According to the State Bank of Pakistan (SBP), the rupee closed at Rs297.13 against the dollar compared to Friday’s close of Rs295.78.
The local currency depreciated Rs1.35 or 0.45% against the greenback.
Capital market expert Saad Ali told Geo.tv that blamed the news of the current account deficit in July after four months of surplus and “lack of any new positive news on external inflows” for the rupee’s depreciation.
“I think the pressure on the PKR may be coming from the backlog of external payments now that all import restrictions have been removed on the International Monetary Fund’s urging,” he added.
The News had reported a day earlier that traders were fearing that the Pakistani rupee is expected to remain under pressure during this week due to an increase in dollar demand as a result of the clearing of import backlogs and dividend payments.
Fears that the caretaker administration will be in place for a long time and that this year’s elections may not be held as planned are likely to weigh on sentiment towards the rupee.
The rupee fell by 1.46% last week against the dollar in the interbank market. The rupee’s value against the dollar was 291.51 last Monday, but it fell further to end the week at 295.78 on Friday.
“The rupee is expected to continue to decline in the coming days due to the demand for dollars created by the release of delayed import and dividend payments,” a foreign exchange trader told The News.
“The import restrictions have been eased in line with the requirements of the International Monetary Fund. There was a backlog of payments before the IMF’s stand-by arrangement because there were not enough foreign exchange reserves,” the trader added.
The market is driven by supply and demand, with no intervention from the central bank, according to the trader.

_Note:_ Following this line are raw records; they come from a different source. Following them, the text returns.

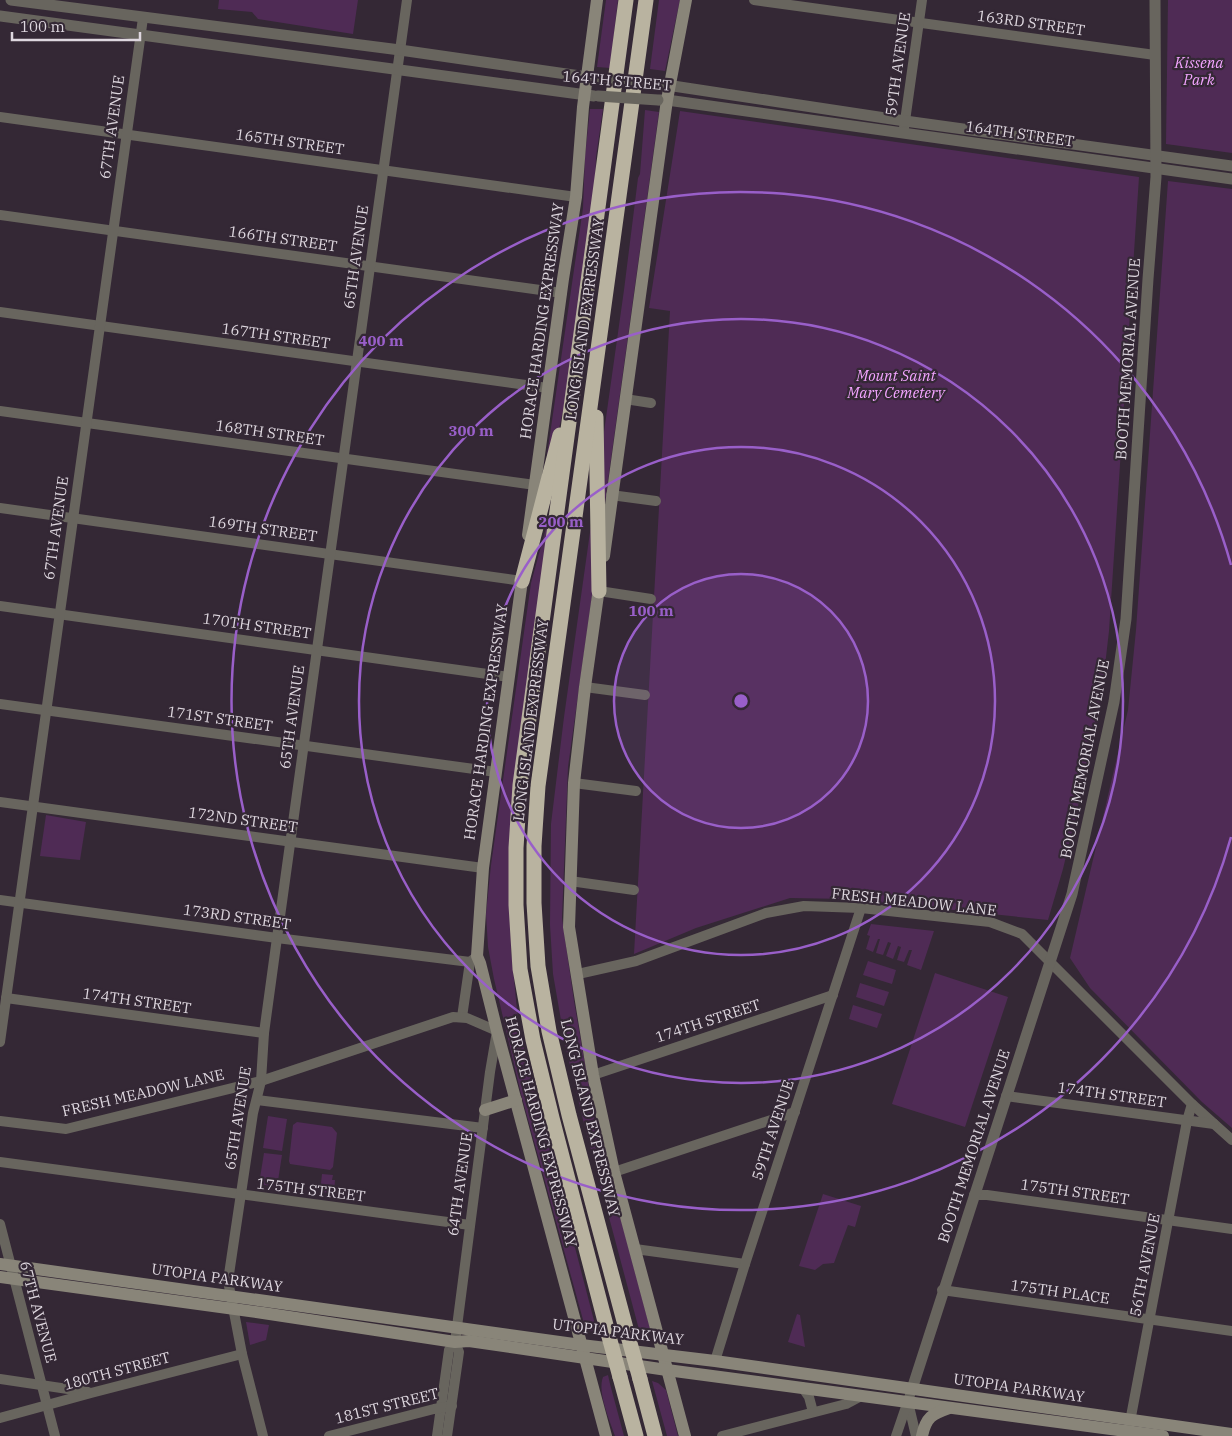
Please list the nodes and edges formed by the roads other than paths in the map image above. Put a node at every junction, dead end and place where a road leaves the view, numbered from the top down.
1 (11, 0) edge
2 (407, 0) edge
3 (597, 0) edge
4 (626, 0) edge
5 (646, 0) edge
6 (686, 0) edge
7 (754, 0) edge
8 (922, 0) edge
9 (1155, 0) edge
10 (0, 16) edge
11 (143, 18) junction
12 (918, 23) junction
13 (140, 36) junction
14 (400, 50) junction
15 (1155, 55) junction
16 (397, 70) junction
17 (586, 78) junction
18 (664, 85) junction
19 (584, 96) junction
20 (663, 100) junction
21 (0, 117) edge
22 (905, 121) junction
23 (904, 133) junction
24 (126, 134) junction
25 (1156, 155) junction
26 (1232, 166) edge
27 (1156, 169) junction
28 (383, 170) junction
29 (1232, 179) edge
30 (576, 196) junction
31 (0, 215) edge
32 (112, 230) junction
33 (370, 266) junction
34 (562, 293) junction
35 (0, 312) edge
36 (100, 326) junction
37 (356, 362) junction
38 (577, 368) junction
39 (596, 368) junction
40 (548, 388) junction
41 (625, 400) junction
42 (651, 403) dead end
43 (0, 410) edge
44 (86, 422) junction
45 (343, 458) junction
46 (535, 485) junction
47 (612, 495) junction
48 (656, 501) dead end
49 (0, 508) edge
50 (72, 518) junction
51 (330, 554) junction
52 (522, 581) junction
53 (599, 590) junction
54 (651, 599) dead end
55 (0, 606) edge
56 (59, 615) junction
57 (317, 650) junction
58 (509, 677) junction
59 (585, 686) junction
60 (645, 695) dead end
61 (0, 704) edge
62 (46, 710) junction
63 (303, 746) junction
64 (496, 772) junction
65 (574, 783) junction
66 (636, 791) dead end
67 (0, 802) edge
68 (33, 806) junction
69 (290, 842) junction
70 (483, 868) junction
71 (570, 881) junction
72 (634, 890) dead end
73 (0, 900) edge
74 (19, 902) junction
75 (862, 908) junction
76 (277, 938) junction
77 (474, 959) junction
78 (1050, 960) junction
79 (578, 974) junction
80 (833, 995) junction
81 (6, 998) junction
82 (462, 1017) junction
83 (497, 1031) junction
84 (264, 1033) junction
85 (0, 1042) edge
86 (593, 1075) junction
87 (261, 1081) junction
88 (1006, 1096) junction
89 (258, 1100) junction
90 (516, 1100) junction
91 (1192, 1104) junction
92 (485, 1110) junction
93 (795, 1112) junction
94 (0, 1121) edge
95 (1187, 1121) junction
96 (1214, 1124) junction
97 (483, 1128) junction
98 (1232, 1140) edge
99 (0, 1162) edge
100 (614, 1172) junction
101 (974, 1195) junction
102 (241, 1196) junction
103 (1169, 1220) junction
104 (0, 1224) edge
105 (470, 1225) junction
106 (1232, 1228) edge
107 (635, 1249) junction
108 (745, 1264) junction
109 (5, 1265) edge
110 (0, 1277) edge
111 (14, 1279) junction
112 (942, 1290) junction
113 (231, 1296) junction
114 (234, 1310) junction
115 (1150, 1320) junction
116 (456, 1327) junction
117 (1232, 1331) edge
118 (455, 1342) junction
119 (581, 1345) junction
120 (242, 1354) junction
121 (662, 1354) junction
122 (585, 1358) junction
123 (715, 1361) junction
124 (667, 1370) junction
125 (0, 1379) edge
126 (41, 1385) junction
127 (802, 1387) junction
128 (91, 1392) junction
129 (909, 1395) junction
130 (861, 1396) junction
131 (47, 1406) junction
132 (446, 1407) junction
133 (951, 1407) junction
134 (813, 1412) junction
135 (0, 1418) edge
136 (1129, 1426) junction
137 (1161, 1433) edge
138 (1232, 1434) edge
139 (55, 1436) edge
140 (263, 1436) edge
141 (329, 1436) edge
142 (437, 1436) edge
143 (447, 1436) edge
144 (606, 1436) edge
145 (636, 1436) edge
146 (655, 1436) edge
147 (685, 1436) edge
148 (722, 1436) edge
149 (896, 1436) edge
150 (916, 1436) edge
151 (922, 1436) edge

1 - 11 street, 164TH STREET
2 - 14 street, 65TH AVENUE
3 - 17 main road, HORACE HARDING EXPRESSWAY
4 - 38 highway, LONG ISLAND EXPRESSWAY
5 - 39 highway, LONG ISLAND EXPRESSWAY
6 - 18 main road
7 - 12 street, 163RD STREET
8 - 12 street, 59TH AVENUE
9 - 15 street, BOOTH MEMORIAL AVENUE
10 - 13 street, 164TH STREET
11 - 13 street, 67TH AVENUE
11 - 14 street, 164TH STREET
12 - 15 street, 163RD STREET
12 - 22 street, 59TH AVENUE
13 - 16 street, 164TH STREET
13 - 24 street, 67TH AVENUE
14 - 16 street, 65TH AVENUE
14 - 17 street, 164TH STREET
15 - 25 street, BOOTH MEMORIAL AVENUE
16 - 19 street, 164TH STREET
16 - 28 street, 65TH AVENUE
17 - 18 street, 164TH STREET, bridge
17 - 19 main road, HORACE HARDING EXPRESSWAY
18 - 20 main road
18 - 22 street, 164TH STREET
19 - 20 street, 164TH STREET, bridge
19 - 30 main road, HORACE HARDING EXPRESSWAY
20 - 23 street, 164TH STREET
20 - 41 main road
21 - 24 street, 165TH STREET
22 - 23 street, 59TH AVENUE
22 - 25 street, 164TH STREET
23 - 27 street, 164TH STREET
24 - 28 street, 165TH STREET
24 - 32 street, 67TH AVENUE
25 - 26 street, 164TH STREET
25 - 27 street, BOOTH MEMORIAL AVENUE
27 - 29 street, 164TH STREET
27 - 78 street, BOOTH MEMORIAL AVENUE
28 - 30 street, 165TH STREET
28 - 33 street, 65TH AVENUE
30 - 34 main road, HORACE HARDING EXPRESSWAY
31 - 32 street, 166TH STREET
32 - 33 street, 166TH STREET
32 - 36 street, 67TH AVENUE
33 - 34 street, 166TH STREET
33 - 37 street, 65TH AVENUE
34 - 40 main road, HORACE HARDING EXPRESSWAY
35 - 36 street, 167TH STREET
36 - 37 street, 167TH STREET
36 - 44 street, 67TH AVENUE
37 - 40 street, 167TH STREET
37 - 45 street, 65TH AVENUE
38 - 52 highway
38 - 145 highway, LONG ISLAND EXPRESSWAY, bridge
39 - 53 highway
39 - 146 highway, LONG ISLAND EXPRESSWAY, bridge
40 - 46 main road, HORACE HARDING EXPRESSWAY
41 - 42 street
41 - 47 main road
43 - 44 street, 168TH STREET
44 - 45 street, 168TH STREET
44 - 50 street, 67TH AVENUE
45 - 46 street, 168TH STREET
45 - 51 street, 65TH AVENUE
46 - 52 main road, HORACE HARDING EXPRESSWAY
47 - 48 street
47 - 53 main road
49 - 50 street, 169TH STREET
50 - 51 street, 169TH STREET
50 - 56 street, 67TH AVENUE
51 - 52 street, 169TH STREET
51 - 57 street, 65TH AVENUE
52 - 58 main road, HORACE HARDING EXPRESSWAY
53 - 54 street
53 - 59 main road
55 - 56 street, 170TH STREET
56 - 57 street, 170TH STREET
56 - 62 street, 67TH AVENUE
57 - 58 street, 170TH STREET
57 - 63 street, 65TH AVENUE
58 - 64 main road, HORACE HARDING EXPRESSWAY
59 - 60 street
59 - 65 main road
61 - 62 street, 171ST STREET
62 - 63 street, 171ST STREET
62 - 68 street, 67TH AVENUE
63 - 64 street, 171ST STREET
63 - 69 street, 65TH AVENUE
64 - 70 main road, HORACE HARDING EXPRESSWAY
65 - 66 street
65 - 71 main road
67 - 68 street, 172ND STREET
68 - 69 street, 172ND STREET
68 - 74 street, 67TH AVENUE
69 - 70 street, 172ND STREET
69 - 76 street, 65TH AVENUE
70 - 77 main road, HORACE HARDING EXPRESSWAY
71 - 72 street
71 - 79 main road
73 - 74 street, 173RD STREET
74 - 76 street, 173RD STREET
74 - 81 street, 67TH AVENUE
75 - 78 street, FRESH MEADOW LANE
75 - 79 street, FRESH MEADOW LANE
75 - 80 street, 59TH AVENUE
76 - 77 street, 173RD STREET
76 - 84 street, 65TH AVENUE
77 - 82 street
77 - 83 main road, HORACE HARDING EXPRESSWAY
78 - 88 street, BOOTH MEMORIAL AVENUE
78 - 91 street, FRESH MEADOW LANE
79 - 86 main road
80 - 86 street, 174TH STREET
80 - 93 street, 59TH AVENUE
81 - 84 street, 174TH STREET
81 - 85 street, 67TH AVENUE
82 - 83 street
82 - 87 street, FRESH MEADOW LANE
83 - 90 main road, HORACE HARDING EXPRESSWAY
83 - 92 street, 64TH AVENUE
84 - 87 street, 65TH AVENUE
86 - 100 main road
87 - 89 street, 65TH AVENUE
87 - 94 street, FRESH MEADOW LANE
88 - 95 street, 174TH STREET
88 - 101 street, BOOTH MEMORIAL AVENUE
89 - 97 street
89 - 102 street, 65TH AVENUE
90 - 92 main road
90 - 119 main road, HORACE HARDING EXPRESSWAY
91 - 95 street, 56TH AVENUE
91 - 96 street, FRESH MEADOW LANE
92 - 97 street, 64TH AVENUE
93 - 100 street
93 - 108 street, 59TH AVENUE
95 - 96 street, 174TH STREET
95 - 103 street, 56TH AVENUE
96 - 98 street, FRESH MEADOW LANE
97 - 105 street, 64TH AVENUE
99 - 102 street, 175TH STREET
100 - 107 main road
101 - 103 street, 175TH STREET
101 - 112 street, BOOTH MEMORIAL AVENUE
102 - 105 street, 175TH STREET
102 - 113 street, 65TH AVENUE
103 - 106 street, 175TH STREET
103 - 115 street, 56TH AVENUE
104 - 109 street, 67TH AVENUE
105 - 116 street, 64TH AVENUE
107 - 108 street
107 - 121 main road
108 - 123 street, 59TH AVENUE
109 - 111 street, 67TH AVENUE
109 - 113 main road, UTOPIA PARKWAY
110 - 111 main road, UTOPIA PARKWAY
111 - 114 main road, UTOPIA PARKWAY
111 - 126 street, 67TH AVENUE
112 - 115 street, 175TH PLACE
112 - 129 street, BOOTH MEMORIAL AVENUE
113 - 114 street, 65TH AVENUE
113 - 116 main road, UTOPIA PARKWAY
114 - 118 main road, UTOPIA PARKWAY
114 - 120 street, 65TH AVENUE
115 - 117 street, 175TH PLACE
115 - 136 street, 56TH AVENUE
116 - 118 street, 64TH AVENUE
116 - 119 main road, UTOPIA PARKWAY
118 - 122 main road, UTOPIA PARKWAY
118 - 132 street, 64TH AVENUE
119 - 121 main road, UTOPIA PARKWAY
119 - 122 main road, HORACE HARDING EXPRESSWAY
120 - 128 street, 180TH STREET
120 - 140 street, 65TH AVENUE
121 - 123 main road, UTOPIA PARKWAY
121 - 124 main road
122 - 124 main road, UTOPIA PARKWAY
122 - 144 main road, HORACE HARDING EXPRESSWAY
123 - 129 main road, UTOPIA PARKWAY
124 - 127 main road, UTOPIA PARKWAY
124 - 147 main road
125 - 126 street
126 - 128 street
126 - 131 street, 67TH AVENUE
127 - 130 main road, UTOPIA PARKWAY
127 - 134 street
128 - 131 street, 180TH STREET
129 - 130 main road, UTOPIA PARKWAY
129 - 133 main road, UTOPIA PARKWAY
129 - 136 main road, UTOPIA PARKWAY
129 - 149 street, BOOTH MEMORIAL AVENUE
129 - 150 street
130 - 134 street
131 - 135 street, 180TH STREET
131 - 139 street, 67TH AVENUE
132 - 141 street, 181ST STREET
132 - 142 street, 64TH AVENUE
132 - 143 street, 64TH AVENUE
133 - 136 main road, UTOPIA PARKWAY
133 - 151 main road
134 - 148 street
136 - 137 main road, UTOPIA PARKWAY
137 - 138 main road, UTOPIA PARKWAY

The SBP said in its July monetary policy statement that the “market-determined exchange rate will continue to serve as the first line of defence against external shocks and support reserve build-up”.
However, Pakistan’s current account balance ended its four-month streak of surpluses in July with a deficit of $809 million. Increased imports were the main reason.

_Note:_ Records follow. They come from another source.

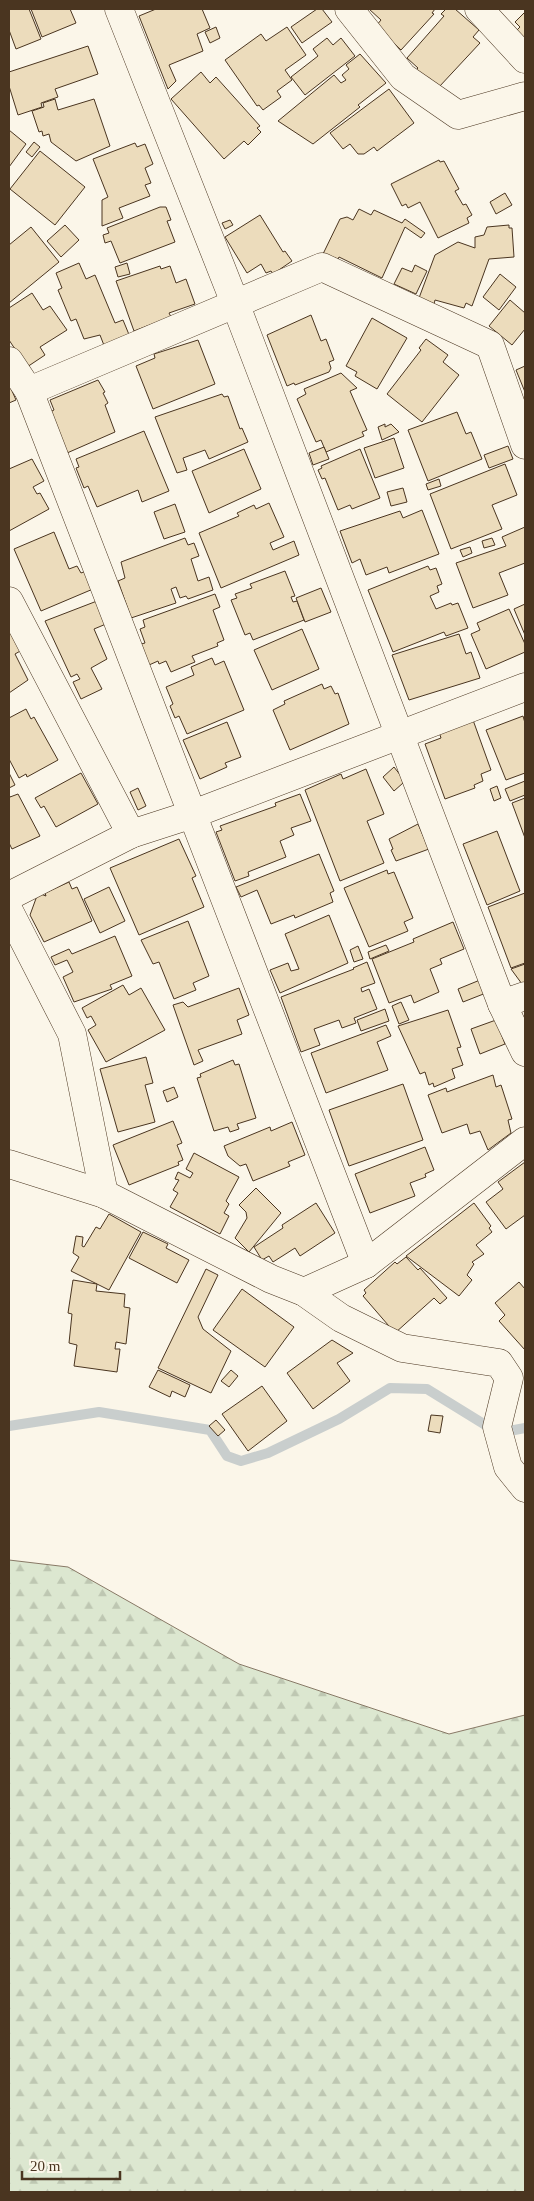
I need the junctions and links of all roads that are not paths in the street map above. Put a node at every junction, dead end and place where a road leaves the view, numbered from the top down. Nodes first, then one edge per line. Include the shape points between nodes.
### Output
1 (119, 9) edge
2 (349, 9) edge
3 (479, 9) edge
4 (525, 59) edge
5 (525, 96) edge
6 (235, 303) junction
7 (9, 361) edge
8 (29, 391) junction
9 (525, 445) edge
10 (9, 601) edge
11 (525, 687) edge
12 (398, 735) junction
13 (193, 814) junction
14 (131, 834) junction
15 (9, 896) edge
16 (9, 911) edge
17 (514, 1000) edge
18 (525, 1052) edge
19 (525, 1141) edge
20 (9, 1164) edge
21 (104, 1194) junction
22 (366, 1264) junction
23 (304, 1292) junction
24 (525, 1488) edge

1 - 6 street
2 - 5 street via 403,77 458,115
3 - 4 street
6 - 8 street
6 - 9 street via 322,267 490,345
6 - 12 street
7 - 8 street
8 - 13 street
10 - 14 street
11 - 12 street
12 - 13 street
12 - 17 street
13 - 14 street
13 - 22 street
14 - 15 street
16 - 21 street via 72,1034
17 - 18 street
19 - 22 street
20 - 21 street
21 - 23 street via 271,1279
22 - 23 street
23 - 24 street via 341,1318 402,1348 500,1363 509,1378 497,1427 508,1467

The foreign exchange reserves held by the SBP slightly rose by $12 million to $8.05 billion in the week ending August 11.
The market is bracing for the rupee to cross past the historic level of 300 per dollar, said Tresmark in a client note on Saturday.

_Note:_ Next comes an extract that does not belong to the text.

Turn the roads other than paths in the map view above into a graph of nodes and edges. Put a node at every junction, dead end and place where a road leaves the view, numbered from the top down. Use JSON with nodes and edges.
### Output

“This appears to be the market consensus,” the firm said.
“However, in our opinion, there is a material likelihood of an ad hoc hike in interest rates, which may relieve some pressure off the rupee. Essentially, we expect the rupee to trade the coming week under the 300 level,” it added.
“Our view also factors in the increase in swaps, which depicts healthy liquidity levels, and micro-management of imports, and is based on the premise that a weak rupee will further exacerbate the inflation problem.”
A quick analysis of the last five interim governments shows that the local currency has depreciated every time, with an average of about 6%, according to Tresmark.
The currency also depreciated, every time, in the first three months that the newly elected government came in, averaging about 3%.
“Whereas interest rates increased by an average of 80 basis points in the interim government phase, but stayed largely stable in the first 3 months of elected government,” the firm noted.